Lord Sainsbury’s family office plots £253m investment into private equity funds
Lord David Sainsbury, the great grandson of Sainsbury’s founder, plans to bet big on private equity funds through his family office Innotech Advisers, according to a UK registry filing.
The London-based firm, which has stepped away from public markets to invest in private companies – predominantly through loans and participation in limited partnerships with independent managers – plans to funnel as much as £253m into PE funds, Bloomberg first reported.
As of the end of last year, the family office already had north of £400m allocated to managed funds in the buyout sector, and its portfolio of investments had a market value of £1.1bn, according to the registry filing.
This value had increased by more than £3m from £718m since 2019, and Innotech “remains in a strong position to take advantage of any suitable investment opportunities,” it said in its recently filed 2020 accounts.

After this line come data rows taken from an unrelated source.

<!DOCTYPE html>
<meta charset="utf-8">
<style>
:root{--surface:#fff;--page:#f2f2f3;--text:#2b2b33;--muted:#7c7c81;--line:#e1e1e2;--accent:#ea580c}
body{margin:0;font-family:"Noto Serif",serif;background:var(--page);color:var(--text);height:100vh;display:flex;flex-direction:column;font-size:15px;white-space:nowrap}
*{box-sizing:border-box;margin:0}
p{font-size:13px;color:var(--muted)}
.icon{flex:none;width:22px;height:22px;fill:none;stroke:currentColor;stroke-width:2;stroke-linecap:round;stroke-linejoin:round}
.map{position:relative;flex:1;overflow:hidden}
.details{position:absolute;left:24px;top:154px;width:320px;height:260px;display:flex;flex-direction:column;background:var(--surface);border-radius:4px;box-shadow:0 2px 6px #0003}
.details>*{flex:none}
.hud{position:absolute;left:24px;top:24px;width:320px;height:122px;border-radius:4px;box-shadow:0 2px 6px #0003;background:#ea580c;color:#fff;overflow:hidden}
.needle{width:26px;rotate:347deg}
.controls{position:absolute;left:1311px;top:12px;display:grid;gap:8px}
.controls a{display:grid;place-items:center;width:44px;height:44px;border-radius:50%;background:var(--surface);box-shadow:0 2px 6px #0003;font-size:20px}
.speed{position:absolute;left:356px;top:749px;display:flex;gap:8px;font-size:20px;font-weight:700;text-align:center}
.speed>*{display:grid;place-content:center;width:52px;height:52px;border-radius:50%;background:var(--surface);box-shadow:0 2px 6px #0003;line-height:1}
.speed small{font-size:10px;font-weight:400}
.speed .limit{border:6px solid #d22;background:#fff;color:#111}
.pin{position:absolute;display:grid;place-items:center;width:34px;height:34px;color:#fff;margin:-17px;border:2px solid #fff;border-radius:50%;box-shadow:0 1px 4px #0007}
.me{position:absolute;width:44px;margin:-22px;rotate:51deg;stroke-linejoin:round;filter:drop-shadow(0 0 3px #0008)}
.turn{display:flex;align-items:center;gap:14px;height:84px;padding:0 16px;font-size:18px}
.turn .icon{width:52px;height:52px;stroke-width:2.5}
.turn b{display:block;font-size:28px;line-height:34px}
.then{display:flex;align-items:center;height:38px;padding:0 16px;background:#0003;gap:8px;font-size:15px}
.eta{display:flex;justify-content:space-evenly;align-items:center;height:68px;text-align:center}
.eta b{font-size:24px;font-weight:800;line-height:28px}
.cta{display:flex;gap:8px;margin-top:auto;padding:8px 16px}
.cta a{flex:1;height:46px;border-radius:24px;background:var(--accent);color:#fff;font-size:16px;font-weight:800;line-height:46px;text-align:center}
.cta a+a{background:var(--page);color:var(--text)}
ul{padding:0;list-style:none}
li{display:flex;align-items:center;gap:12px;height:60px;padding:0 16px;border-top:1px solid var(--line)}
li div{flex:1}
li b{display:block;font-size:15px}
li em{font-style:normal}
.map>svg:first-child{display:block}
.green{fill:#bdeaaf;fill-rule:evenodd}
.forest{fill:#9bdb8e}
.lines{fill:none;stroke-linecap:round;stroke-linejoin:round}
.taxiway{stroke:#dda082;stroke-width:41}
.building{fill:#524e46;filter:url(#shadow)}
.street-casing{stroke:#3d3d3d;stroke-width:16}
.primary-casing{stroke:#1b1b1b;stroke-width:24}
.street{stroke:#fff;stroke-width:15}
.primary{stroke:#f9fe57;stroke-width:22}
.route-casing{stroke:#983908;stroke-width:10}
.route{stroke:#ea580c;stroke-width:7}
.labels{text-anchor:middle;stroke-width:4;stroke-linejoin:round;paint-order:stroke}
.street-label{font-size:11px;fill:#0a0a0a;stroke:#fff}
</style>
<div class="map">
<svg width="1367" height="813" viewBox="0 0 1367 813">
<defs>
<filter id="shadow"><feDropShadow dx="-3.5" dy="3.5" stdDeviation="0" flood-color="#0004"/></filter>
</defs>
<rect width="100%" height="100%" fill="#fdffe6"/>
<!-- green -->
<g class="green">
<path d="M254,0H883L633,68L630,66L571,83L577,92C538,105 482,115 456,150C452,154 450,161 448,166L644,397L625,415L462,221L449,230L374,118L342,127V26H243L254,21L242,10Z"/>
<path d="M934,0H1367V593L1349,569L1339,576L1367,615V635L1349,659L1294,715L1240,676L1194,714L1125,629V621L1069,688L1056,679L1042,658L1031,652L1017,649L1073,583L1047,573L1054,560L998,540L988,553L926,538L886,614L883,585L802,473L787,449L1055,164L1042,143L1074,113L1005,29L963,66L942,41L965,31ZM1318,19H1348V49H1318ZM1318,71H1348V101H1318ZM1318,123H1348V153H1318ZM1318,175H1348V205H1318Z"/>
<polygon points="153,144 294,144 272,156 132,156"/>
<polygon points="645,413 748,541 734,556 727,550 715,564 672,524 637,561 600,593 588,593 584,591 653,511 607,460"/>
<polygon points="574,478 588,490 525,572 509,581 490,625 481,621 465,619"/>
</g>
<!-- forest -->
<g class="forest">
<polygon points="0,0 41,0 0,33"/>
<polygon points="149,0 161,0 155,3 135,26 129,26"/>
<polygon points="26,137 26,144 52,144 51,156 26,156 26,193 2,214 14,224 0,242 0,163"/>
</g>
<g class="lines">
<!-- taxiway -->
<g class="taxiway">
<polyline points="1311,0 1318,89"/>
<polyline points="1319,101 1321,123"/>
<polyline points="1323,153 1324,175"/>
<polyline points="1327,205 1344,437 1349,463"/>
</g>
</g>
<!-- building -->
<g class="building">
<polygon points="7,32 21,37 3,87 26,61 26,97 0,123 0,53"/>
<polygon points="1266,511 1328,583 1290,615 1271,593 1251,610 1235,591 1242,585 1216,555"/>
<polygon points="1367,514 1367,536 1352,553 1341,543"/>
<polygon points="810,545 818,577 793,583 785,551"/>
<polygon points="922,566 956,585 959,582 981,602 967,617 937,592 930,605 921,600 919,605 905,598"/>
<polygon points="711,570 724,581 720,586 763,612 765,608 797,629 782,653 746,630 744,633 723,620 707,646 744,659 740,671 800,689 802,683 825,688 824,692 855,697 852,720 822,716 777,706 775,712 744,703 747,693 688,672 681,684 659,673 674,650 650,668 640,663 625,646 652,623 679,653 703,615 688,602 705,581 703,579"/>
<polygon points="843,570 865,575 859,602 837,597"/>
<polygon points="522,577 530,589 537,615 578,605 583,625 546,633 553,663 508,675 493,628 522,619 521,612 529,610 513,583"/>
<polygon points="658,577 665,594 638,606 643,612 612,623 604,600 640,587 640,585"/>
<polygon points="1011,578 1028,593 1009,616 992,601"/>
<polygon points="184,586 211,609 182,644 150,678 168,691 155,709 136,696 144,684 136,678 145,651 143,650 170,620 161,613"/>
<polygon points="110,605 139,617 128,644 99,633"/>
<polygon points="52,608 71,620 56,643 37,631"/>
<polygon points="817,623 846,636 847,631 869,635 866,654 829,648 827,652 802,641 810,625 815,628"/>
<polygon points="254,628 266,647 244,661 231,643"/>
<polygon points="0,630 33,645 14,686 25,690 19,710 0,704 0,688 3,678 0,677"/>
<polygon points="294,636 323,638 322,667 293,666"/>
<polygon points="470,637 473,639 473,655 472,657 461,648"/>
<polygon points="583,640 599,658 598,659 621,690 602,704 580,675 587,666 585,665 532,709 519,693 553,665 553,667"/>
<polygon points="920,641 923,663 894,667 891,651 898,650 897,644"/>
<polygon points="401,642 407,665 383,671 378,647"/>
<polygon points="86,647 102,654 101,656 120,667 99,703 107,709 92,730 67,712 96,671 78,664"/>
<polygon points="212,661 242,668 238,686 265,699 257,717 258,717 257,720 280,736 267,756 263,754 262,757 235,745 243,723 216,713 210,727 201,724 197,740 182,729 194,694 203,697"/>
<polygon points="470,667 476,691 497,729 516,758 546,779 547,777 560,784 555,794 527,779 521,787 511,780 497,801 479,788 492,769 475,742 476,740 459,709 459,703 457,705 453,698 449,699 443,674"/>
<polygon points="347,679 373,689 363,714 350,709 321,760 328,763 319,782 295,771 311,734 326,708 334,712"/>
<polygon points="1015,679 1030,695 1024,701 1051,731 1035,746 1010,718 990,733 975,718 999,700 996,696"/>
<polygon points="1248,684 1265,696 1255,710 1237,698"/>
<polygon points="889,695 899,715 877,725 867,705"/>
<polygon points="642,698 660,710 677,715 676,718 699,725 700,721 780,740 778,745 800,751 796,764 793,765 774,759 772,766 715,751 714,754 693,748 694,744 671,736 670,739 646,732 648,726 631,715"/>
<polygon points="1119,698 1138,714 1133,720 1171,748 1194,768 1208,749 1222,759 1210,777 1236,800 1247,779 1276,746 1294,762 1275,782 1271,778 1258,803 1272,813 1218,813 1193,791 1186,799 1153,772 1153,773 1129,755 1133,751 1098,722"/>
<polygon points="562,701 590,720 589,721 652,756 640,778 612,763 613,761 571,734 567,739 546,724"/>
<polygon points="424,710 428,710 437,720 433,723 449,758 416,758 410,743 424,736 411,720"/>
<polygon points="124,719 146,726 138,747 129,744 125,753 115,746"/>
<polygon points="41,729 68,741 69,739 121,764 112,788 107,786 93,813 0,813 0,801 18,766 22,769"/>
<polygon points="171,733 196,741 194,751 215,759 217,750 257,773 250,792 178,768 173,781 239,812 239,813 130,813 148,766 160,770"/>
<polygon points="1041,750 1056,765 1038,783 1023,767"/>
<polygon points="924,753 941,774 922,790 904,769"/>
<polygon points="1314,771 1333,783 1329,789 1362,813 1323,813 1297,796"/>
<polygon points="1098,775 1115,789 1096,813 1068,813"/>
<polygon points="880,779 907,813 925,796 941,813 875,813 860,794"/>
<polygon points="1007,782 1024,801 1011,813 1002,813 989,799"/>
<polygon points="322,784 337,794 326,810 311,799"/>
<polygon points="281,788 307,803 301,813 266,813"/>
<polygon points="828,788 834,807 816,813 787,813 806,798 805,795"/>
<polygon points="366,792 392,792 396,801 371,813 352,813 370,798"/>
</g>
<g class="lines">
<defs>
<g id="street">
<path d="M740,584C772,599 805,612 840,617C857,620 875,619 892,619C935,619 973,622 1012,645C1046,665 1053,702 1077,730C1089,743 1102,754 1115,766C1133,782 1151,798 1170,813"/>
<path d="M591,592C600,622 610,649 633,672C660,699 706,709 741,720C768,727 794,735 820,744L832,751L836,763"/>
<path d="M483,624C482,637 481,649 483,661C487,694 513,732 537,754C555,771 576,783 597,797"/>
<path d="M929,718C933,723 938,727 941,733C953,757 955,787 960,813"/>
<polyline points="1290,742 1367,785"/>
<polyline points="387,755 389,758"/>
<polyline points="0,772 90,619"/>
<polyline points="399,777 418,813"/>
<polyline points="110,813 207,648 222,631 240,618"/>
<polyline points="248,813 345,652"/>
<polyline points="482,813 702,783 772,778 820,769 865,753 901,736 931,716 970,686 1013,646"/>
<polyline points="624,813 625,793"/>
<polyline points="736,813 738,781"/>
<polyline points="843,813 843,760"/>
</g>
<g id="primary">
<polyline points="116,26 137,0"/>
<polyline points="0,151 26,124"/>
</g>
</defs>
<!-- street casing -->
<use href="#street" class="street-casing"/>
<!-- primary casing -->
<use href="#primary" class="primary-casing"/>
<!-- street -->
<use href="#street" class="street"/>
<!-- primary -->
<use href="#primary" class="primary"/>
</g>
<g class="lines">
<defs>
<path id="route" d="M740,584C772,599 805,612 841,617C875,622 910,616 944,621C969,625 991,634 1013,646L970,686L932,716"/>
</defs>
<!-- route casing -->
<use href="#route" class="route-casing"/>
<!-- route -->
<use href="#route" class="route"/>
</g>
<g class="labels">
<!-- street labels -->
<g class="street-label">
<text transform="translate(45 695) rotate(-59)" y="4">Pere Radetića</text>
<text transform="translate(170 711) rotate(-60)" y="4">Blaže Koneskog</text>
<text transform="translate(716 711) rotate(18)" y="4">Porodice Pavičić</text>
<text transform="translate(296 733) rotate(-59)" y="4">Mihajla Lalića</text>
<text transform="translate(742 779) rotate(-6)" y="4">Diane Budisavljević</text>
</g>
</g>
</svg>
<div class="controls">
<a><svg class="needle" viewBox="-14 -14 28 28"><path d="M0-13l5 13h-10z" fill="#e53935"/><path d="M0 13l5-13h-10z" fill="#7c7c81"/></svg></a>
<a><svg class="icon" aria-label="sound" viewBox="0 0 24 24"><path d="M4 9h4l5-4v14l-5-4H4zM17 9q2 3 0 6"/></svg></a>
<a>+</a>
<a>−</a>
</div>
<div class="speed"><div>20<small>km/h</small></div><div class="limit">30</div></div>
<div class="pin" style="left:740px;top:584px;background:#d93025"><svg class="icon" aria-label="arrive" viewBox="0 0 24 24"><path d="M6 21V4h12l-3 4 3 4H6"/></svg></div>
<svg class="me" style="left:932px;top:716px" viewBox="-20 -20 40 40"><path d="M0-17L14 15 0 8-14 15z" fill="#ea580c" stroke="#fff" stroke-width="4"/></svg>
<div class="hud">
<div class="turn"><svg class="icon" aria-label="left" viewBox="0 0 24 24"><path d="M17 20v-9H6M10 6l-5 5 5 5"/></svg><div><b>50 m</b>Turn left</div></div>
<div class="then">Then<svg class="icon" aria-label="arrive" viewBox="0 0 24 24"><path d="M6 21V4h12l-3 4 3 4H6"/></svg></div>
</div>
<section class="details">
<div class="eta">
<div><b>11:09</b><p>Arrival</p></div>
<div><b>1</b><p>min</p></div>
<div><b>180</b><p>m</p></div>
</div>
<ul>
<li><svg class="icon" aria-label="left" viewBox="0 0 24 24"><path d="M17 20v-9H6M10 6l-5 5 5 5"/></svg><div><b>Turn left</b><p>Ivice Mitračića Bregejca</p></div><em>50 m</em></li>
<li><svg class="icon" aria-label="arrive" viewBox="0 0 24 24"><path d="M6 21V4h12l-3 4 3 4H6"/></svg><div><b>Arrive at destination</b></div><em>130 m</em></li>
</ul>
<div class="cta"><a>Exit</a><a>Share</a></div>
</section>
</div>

While Lord Sainsbury originally divested all of his 92m shares in the grocer in 2010 to the family office, which owned a 5 per cent stake worth around £270m in 2011, by the end of 2018, Innotech had sold all of its shares, according to company filings.
In the same period, the family office upped its investments in private equity funds by more than 40 per cent.
In the wake of the private equity buyout of fellow UK supermarket giant Morrisons earlier this year, investors speculated that Sainsbury’s could be next in line, after the grocer lost almost a third of its value in the past two decades.
Innotech Advisers has been contacted for comment.